We sit down in a row on the
sofa. I can only imagine where Graham’s gone.
‘Basically we need you to come
in,’ she says. ‘We need you to talk to Teague.’
‘What makes you think he’ll
listen to us?’ I ask. I have no great desire to ever see the man again.
‘We have to try,’ Windermere
says. ‘There are some in my council who wants you to receive the same
treatment. You followed him around, causing trouble and bridging gaps between
the living and the dead. We generally discourage such things.’

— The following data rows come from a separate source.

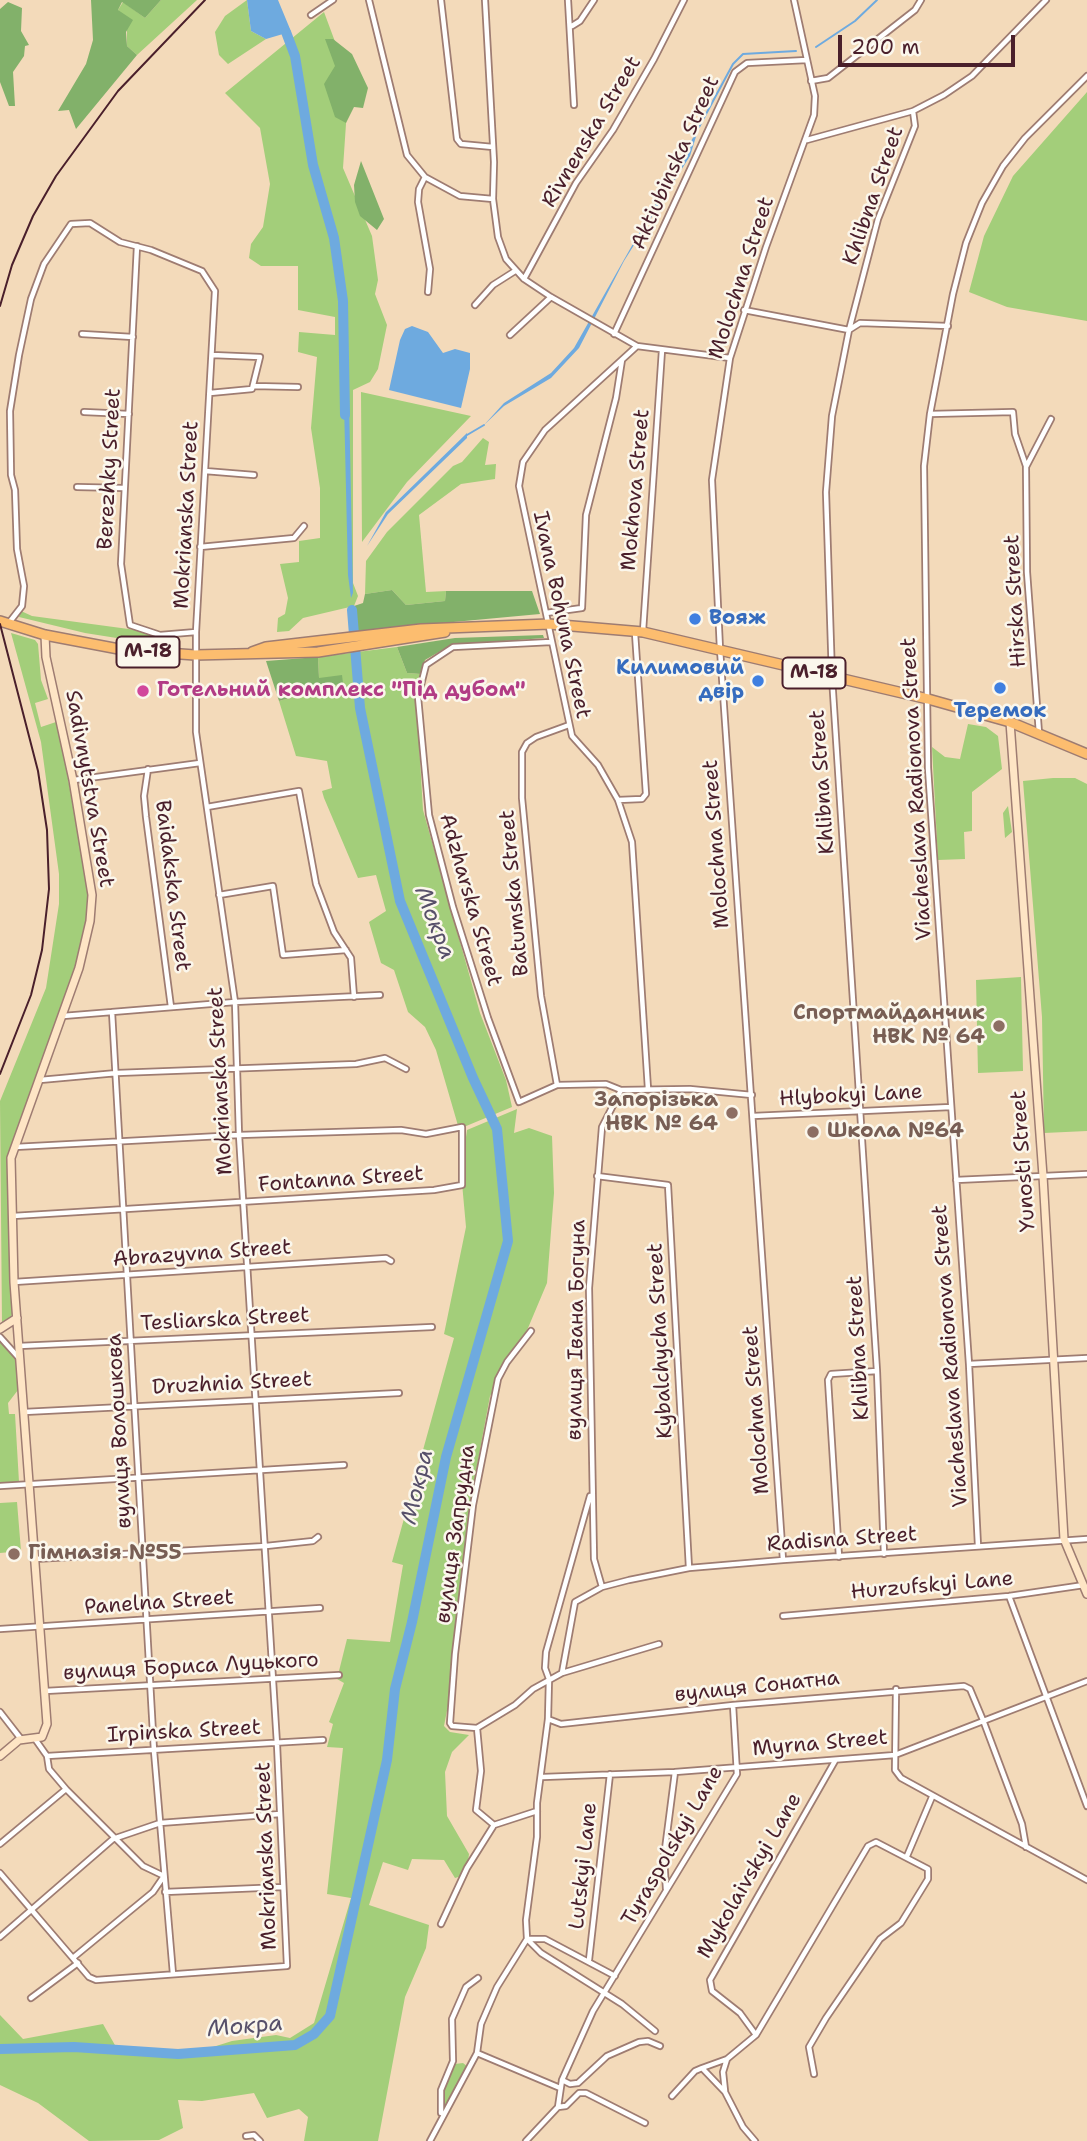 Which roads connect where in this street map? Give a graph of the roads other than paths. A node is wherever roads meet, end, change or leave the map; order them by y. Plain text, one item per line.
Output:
1 (333, 0) edge
2 (369, 0) edge
3 (441, 0) edge
4 (485, 0) edge
5 (568, 0) edge
6 (594, 0) edge
7 (684, 0) edge
8 (794, 0) edge
9 (920, 0) edge
10 (1046, 0) edge
11 (311, 15) dead end
12 (572, 26) junction
13 (807, 60) junction
14 (1087, 76) edge
15 (811, 81) junction
16 (574, 105) dead end
17 (913, 111) junction
18 (807, 140) junction
19 (493, 147) junction
20 (425, 177) junction
21 (493, 199) junction
22 (136, 246) junction
23 (515, 271) junction
24 (524, 279) junction
25 (428, 292) dead end
26 (551, 298) junction
27 (475, 304) dead end
28 (744, 310) junction
29 (948, 326) junction
30 (849, 330) junction
31 (82, 334) dead end
32 (614, 334) junction
33 (510, 335) dead end
34 (133, 337) junction
35 (636, 346) junction
36 (662, 350) junction
37 (212, 355) junction
38 (730, 358) junction
39 (622, 359) junction
40 (254, 386) junction
41 (298, 387) dead end
42 (210, 393) junction
43 (85, 412) dead end
44 (129, 414) junction
45 (930, 414) junction
46 (1051, 419) dead end
47 (1026, 467) junction
48 (205, 471) junction
49 (254, 475) dead end
50 (77, 487) dead end
51 (123, 488) junction
52 (304, 526) dead end
53 (200, 547) junction
54 (546, 613) junction
55 (4, 622) edge
56 (549, 624) junction
57 (196, 632) junction
58 (639, 632) junction
59 (45, 635) junction
60 (384, 638) junction
61 (551, 642) junction
62 (720, 649) junction
63 (252, 652) junction
64 (195, 655) junction
65 (832, 677) junction
66 (928, 699) junction
67 (1010, 722) junction
68 (569, 725) junction
69 (1039, 733) junction
70 (1087, 754) edge
71 (200, 763) junction
72 (148, 769) junction
73 (73, 780) junction
74 (618, 800) junction
75 (207, 807) junction
76 (219, 895) junction
77 (346, 950) junction
78 (380, 995) dead end
79 (355, 998) junction
80 (235, 1002) junction
81 (171, 1007) junction
82 (112, 1012) junction
83 (63, 1016) junction
84 (237, 1067) junction
85 (406, 1069) dead end
86 (117, 1073) junction
87 (39, 1080) junction
88 (557, 1085) junction
89 (648, 1089) junction
90 (621, 1090) junction
91 (752, 1095) junction
92 (951, 1107) junction
93 (859, 1111) junction
94 (753, 1116) junction
95 (240, 1135) junction
96 (120, 1142) junction
97 (14, 1147) junction
98 (1087, 1174) edge
99 (597, 1176) junction
100 (1043, 1176) junction
101 (956, 1180) junction
102 (243, 1202) junction
103 (124, 1209) junction
104 (12, 1216) junction
105 (391, 1261) dead end
106 (248, 1268) junction
107 (128, 1275) junction
108 (14, 1282) junction
109 (17, 1318) junction
110 (432, 1326) dead end
111 (0, 1329) edge
112 (531, 1331) dead end
113 (253, 1334) junction
114 (0, 1337) edge
115 (131, 1341) junction
116 (19, 1346) junction
117 (1087, 1358) edge
118 (20, 1359) junction
119 (1053, 1360) junction
120 (969, 1364) junction
121 (877, 1371) junction
122 (400, 1393) dead end
123 (256, 1398) junction
124 (135, 1405) junction
125 (24, 1412) junction
126 (344, 1465) dead end
127 (261, 1470) junction
128 (137, 1478) junction
129 (29, 1485) junction
130 (0, 1486) edge
131 (592, 1492) junction
132 (318, 1536) dead end
133 (1064, 1539) junction
134 (1087, 1539) edge
135 (266, 1546) junction
136 (978, 1546) junction
137 (143, 1552) junction
138 (884, 1555) junction
139 (839, 1557) junction
140 (35, 1559) junction
141 (783, 1560) junction
142 (689, 1568) junction
143 (1084, 1585) junction
144 (602, 1587) junction
145 (1087, 1594) edge
146 (1009, 1596) junction
147 (320, 1608) dead end
148 (269, 1612) junction
149 (783, 1616) dead end
150 (147, 1619) junction
151 (40, 1627) junction
152 (0, 1629) edge
153 (659, 1643) dead end
154 (562, 1673) junction
155 (339, 1675) dead end
156 (273, 1676) junction
157 (549, 1679) junction
158 (1087, 1681) edge
159 (151, 1685) junction
160 (896, 1689) junction
161 (45, 1691) junction
162 (1047, 1696) junction
163 (733, 1705) junction
164 (0, 1712) edge
165 (548, 1719) junction
166 (983, 1720) junction
167 (477, 1728) junction
168 (35, 1739) junction
169 (21, 1740) junction
170 (323, 1740) dead end
171 (278, 1744) junction
172 (154, 1751) junction
173 (895, 1755) junction
174 (0, 1756) edge
175 (47, 1756) junction
176 (835, 1760) junction
177 (738, 1767) junction
178 (675, 1772) junction
179 (610, 1774) junction
180 (543, 1777) junction
181 (66, 1789) junction
182 (932, 1797) junction
183 (1087, 1806) edge
184 (537, 1811) junction
185 (280, 1814) junction
186 (160, 1823) junction
187 (494, 1825) junction
188 (113, 1839) junction
189 (0, 1844) edge
190 (1026, 1847) junction
191 (907, 1856) junction
192 (0, 1873) edge
193 (164, 1876) junction
194 (1087, 1880) edge
195 (283, 1887) junction
196 (666, 1890) junction
197 (166, 1892) junction
198 (33, 1908) junction
199 (441, 1924) dead end
200 (0, 1937) edge
201 (527, 1939) junction
202 (74, 1957) junction
203 (589, 1960) junction
204 (78, 1962) junction
205 (173, 1974) junction
206 (615, 1976) junction
207 (478, 1978) dead end
208 (604, 1994) junction
209 (31, 1998) dead end
210 (655, 2031) dead end
211 (756, 2035) junction
212 (660, 2046) dead end
213 (477, 2053) junction
214 (727, 2059) junction
215 (702, 2068) junction
216 (814, 2074) dead end
217 (562, 2080) junction
218 (560, 2088) junction
219 (725, 2092) junction
220 (672, 2096) dead end
221 (558, 2107) junction
222 (441, 2115) junction
223 (645, 2123) dead end
224 (246, 2136) dead end
225 (260, 2141) edge
226 (430, 2141) edge
227 (528, 2141) edge
228 (755, 2141) edge

1 - 11 street
2 - 20 street
3 - 19 street
4 - 19 street
5 - 12 street
6 - 12 street
7 - 24 street, Rivnenska Street
8 - 13 street, Molochna Street
9 - 15 street
10 - 17 street, Khlibna Street
12 - 16 street
13 - 15 street, Molochna Street
13 - 32 street, Aktiubinska Street
14 - 29 street, Viacheslava Radionova Street
15 - 18 street, Molochna Street
17 - 18 street
17 - 30 street, Khlibna Street
18 - 28 street, Molochna Street
19 - 21 street
20 - 21 street
20 - 25 street
21 - 23 street
22 - 34 street, Berezhky Street
22 - 37 street, Mokrianska Street
22 - 55 street
23 - 24 street
23 - 27 street
24 - 26 street
26 - 32 street
26 - 33 street
28 - 30 street
28 - 38 street, Molochna Street
29 - 30 street
29 - 45 street, Viacheslava Radionova Street
30 - 65 street, Khlibna Street
31 - 34 street
32 - 35 street
34 - 44 street, Berezhky Street
35 - 36 street
35 - 39 street, Ivana Bohuna Street
36 - 38 street
36 - 58 street, Mokhova Street
37 - 40 street
37 - 42 street, Mokrianska Street
38 - 62 street, Molochna Street
39 - 54 street
39 - 54 street, Ivana Bohuna Street
40 - 41 street
40 - 42 street
42 - 48 street, Mokrianska Street
43 - 44 street
44 - 51 street, Berezhky Street
45 - 47 street, Hirska Street
45 - 66 street, Viacheslava Radionova Street
46 - 47 street, Hirska Street
47 - 69 street, Hirska Street
48 - 49 street
48 - 53 street, Mokrianska Street
50 - 51 street
51 - 57 street, Berezhky Street
52 - 53 street
53 - 57 street, Mokrianska Street
54 - 56 street, Ivana Bohuna Street
55 - 59 highway, М-18
56 - 58 highway, М-18
56 - 60 highway, М-18
56 - 61 street, Ivana Bohuna Street
57 - 64 street, Mokrianska Street
58 - 62 highway, М-18
58 - 74 street, Mokhova Street
59 - 64 highway, М-18
59 - 73 street, Sadivnytstva Street
60 - 63 highway, М-18
60 - 63 highway, М-18
61 - 68 street, Ivana Bohuna Street
61 - 88 street, Adzharska Street
62 - 65 highway, М-18
62 - 91 street, Molochna Street
63 - 64 highway, М-18
64 - 71 street, Mokrianska Street
65 - 66 highway, М-18
65 - 93 street, Khlibna Street
66 - 67 highway, М-18
66 - 92 street, Viacheslava Radionova Street
67 - 69 highway, М-18
67 - 100 street, Yunosti Street
68 - 74 street, Ivana Bohuna Street
68 - 88 street, Batumska Street
69 - 70 highway, М-18
71 - 72 street
71 - 75 street, Mokrianska Street
72 - 73 street
72 - 81 street, Baidakska Street
73 - 83 street, Sadivnytstva Street
74 - 89 street, Ivana Bohuna Street
75 - 76 street, Mokrianska Street
75 - 77 street
76 - 77 street
76 - 80 street, Mokrianska Street
77 - 79 street
78 - 79 street
79 - 80 street
80 - 81 street
80 - 84 street, Mokrianska Street
81 - 82 street
82 - 83 street
82 - 86 street, вулиця Волошкова
83 - 87 street, Sadivnytstva Street
84 - 85 street
84 - 86 street
84 - 95 street, Mokrianska Street
86 - 87 street
86 - 96 street, вулиця Волошкова
87 - 97 street, Sadivnytstva Street
88 - 90 street
89 - 90 street
89 - 91 street
90 - 99 street, вулиця Івана Богуна
91 - 94 street, Molochna Street
92 - 93 street, Hlybokyi Lane
92 - 101 street, Viacheslava Radionova Street
93 - 94 street, Hlybokyi Lane
93 - 121 street, Khlibna Street
94 - 141 street, Molochna Street
95 - 96 street
95 - 102 street, Mokrianska Street
95 - 102 street, Fontanna Street
96 - 97 street
96 - 103 street, вулиця Волошкова
97 - 104 street, Sadivnytstva Street
98 - 100 street
99 - 131 street, вулиця Івана Богуна
99 - 142 street, Kybalchycha Street
100 - 101 street
100 - 119 street, Yunosti Street
101 - 120 street, Viacheslava Radionova Street
102 - 103 street, Fontanna Street
102 - 106 street, Mokrianska Street
103 - 104 street, Fontanna Street
103 - 107 street, вулиця Волошкова
104 - 108 street, Sadivnytstva Street
105 - 106 street, Abrazyvna Street
106 - 107 street, Abrazyvna Street
106 - 113 street, Mokrianska Street
107 - 108 street, Abrazyvna Street
107 - 115 street, вулиця Волошкова
108 - 109 street, Sadivnytstva Street
109 - 111 street
109 - 116 street, Sadivnytstva Street
110 - 113 street, Tesliarska Street
112 - 167 street, вулиця Запрудна
113 - 115 street, Tesliarska Street
113 - 123 street, Mokrianska Street
114 - 118 street
115 - 116 street, Tesliarska Street
115 - 124 street, вулиця Волошкова
116 - 118 street, Sadivnytstva Street
117 - 119 street
118 - 125 street, Sadivnytstva Street
119 - 120 street
119 - 133 street, Yunosti Street
120 - 136 street, Viacheslava Radionova Street
121 - 138 street, Khlibna Street
121 - 139 street
122 - 123 street, Druzhnia Street
123 - 124 street, Druzhnia Street
123 - 127 street, Mokrianska Street
124 - 125 street, Druzhnia Street
124 - 128 street, вулиця Волошкова
125 - 129 street, Sadivnytstva Street
126 - 127 street
127 - 128 street
127 - 135 street, Mokrianska Street
128 - 129 street
128 - 137 street, вулиця Волошкова
129 - 130 street
129 - 140 street, Sadivnytstva Street
131 - 144 street, вулиця Івана Богуна
131 - 157 street, вулиця Івана Богуна
132 - 135 street
133 - 134 street, Radisna Street
133 - 136 street, Radisna Street
133 - 143 street, Yunosti Street
135 - 137 street
135 - 148 street, Mokrianska Street
136 - 138 street, Radisna Street
137 - 140 street
137 - 150 street, вулиця Волошкова
138 - 139 street, Radisna Street
139 - 141 street, Radisna Street
140 - 151 street, Sadivnytstva Street
141 - 142 street, Radisna Street
142 - 144 street, Radisna Street
143 - 145 street, Yunosti Street
143 - 146 street, Hurzufskyi Lane
144 - 154 street
146 - 149 street, Hurzufskyi Lane
146 - 162 street
147 - 148 street, Panelna Street
148 - 150 street, Panelna Street
148 - 156 street, Mokrianska Street
150 - 151 street, Panelna Street
150 - 159 street, вулиця Волошкова
151 - 152 street, Panelna Street
151 - 161 street, Sadivnytstva Street
153 - 154 street
154 - 157 street
155 - 156 street, вулиця Бориса Луцького
156 - 159 street, вулиця Бориса Луцького
156 - 171 street, Mokrianska Street
157 - 165 street, вулиця Івана Богуна
157 - 167 street
158 - 162 street, Myrna Street
159 - 161 street, вулиця Бориса Луцького
159 - 172 street, вулиця Волошкова
160 - 163 street, вулиця Сонатна
160 - 166 street, вулиця Сонатна
160 - 173 street
161 - 168 street, Sadivnytstva Street
162 - 166 street, Myrna Street
162 - 183 street
163 - 165 street, вулиця Сонатна
163 - 177 street, Tyraspolskyi Lane
164 - 169 street
165 - 180 street, вулиця Івана Богуна
166 - 173 street, Myrna Street
166 - 190 street
167 - 187 street
168 - 169 street
168 - 175 street
169 - 174 street
170 - 171 street, Irpinska Street
171 - 172 street, Irpinska Street
171 - 185 street, Mokrianska Street
172 - 175 street, Irpinska Street
172 - 186 street, вулиця Волошкова
173 - 176 street, Myrna Street
173 - 182 street
175 - 181 street
176 - 177 street, Myrna Street
176 - 211 street, Mykolaivskyi Lane
177 - 178 street, Myrna Street
177 - 196 street, Tyraspolskyi Lane
178 - 179 street, Myrna Street
178 - 196 street
179 - 180 street, Myrna Street
179 - 203 street, Lutskyi Lane
180 - 184 street, вулиця Івана Богуна
181 - 188 street
181 - 189 street
182 - 190 street
182 - 191 street
184 - 187 street
184 - 201 street, вулиця Івана Богуна
185 - 186 street
185 - 195 street, Mokrianska Street
186 - 188 street
186 - 193 street, вулиця Волошкова
187 - 199 street
188 - 193 street
188 - 198 street
190 - 194 street
191 - 211 street
191 - 216 street
192 - 198 street
193 - 197 street, вулиця Волошкова
193 - 202 street
195 - 197 street
195 - 205 street, Mokrianska Street
196 - 206 street, Tyraspolskyi Lane
197 - 205 street, вулиця Волошкова
198 - 200 street
198 - 202 street
201 - 203 street
201 - 208 street
201 - 213 street
202 - 204 street
203 - 206 street
204 - 205 street
204 - 209 street
206 - 208 street, Tyraspolskyi Lane
207 - 222 street
208 - 210 street
208 - 217 street, Tyraspolskyi Lane
211 - 214 street
212 - 217 street
213 - 218 street
213 - 222 street
214 - 215 street
214 - 219 street
215 - 219 street
215 - 220 street
217 - 218 street, Tyraspolskyi Lane
218 - 221 street, Tyraspolskyi Lane
219 - 228 street
221 - 223 street
221 - 227 street
222 - 226 street
224 - 225 street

‘Who’s we?’ Elle asks. ‘And we
did nothing wrong. Unless wrong is stopping a maniac. In which case you’re
welcome to string me up.’
I nod in unison. ‘We didn’t know
what we were doing, we thought we were doing good.’
‘You did do good,’ Windermere
says. ‘But this side of the tracks, as it were, is seen as sacred by a lot of
people. Some of us see us a utopian society that doesn’t want to mix with the
living.’
‘Any people who tend to
segregate themselves from others aren’t historically proven to be great
company,’ Yates observes.
Windermere smiles, like she’s
talking to a child. I wonder if she knows that Yates, for all his teenage
appearance, is actually well into his thirties.
‘Who are ‘we’?’ I explore. She’s
being very vague about some things and I’m not sure I like it.
‘The Council,’ she begins, ‘are
a group of scientists, academics and scholars who found each other a long time
ago. We’re not that hard to find, we tend to cluster around libraries.’ She
pauses, looking at Yates. ‘Another thing, we’d like the Thacker book back.’
‘What right do you have to it?’
Yates raises his voice, darting his eyes upwards to where the book is
undoubtedly stowed.
‘No more than you,’ she rebuts. ‘The Alchemist belongs to the living.
Thacker is something of a legend to us and though his annotations are vitally
important and help us understand a lot about the afterlife, we use his book in
conjunction with our rules. It stays in the Thacker museum.’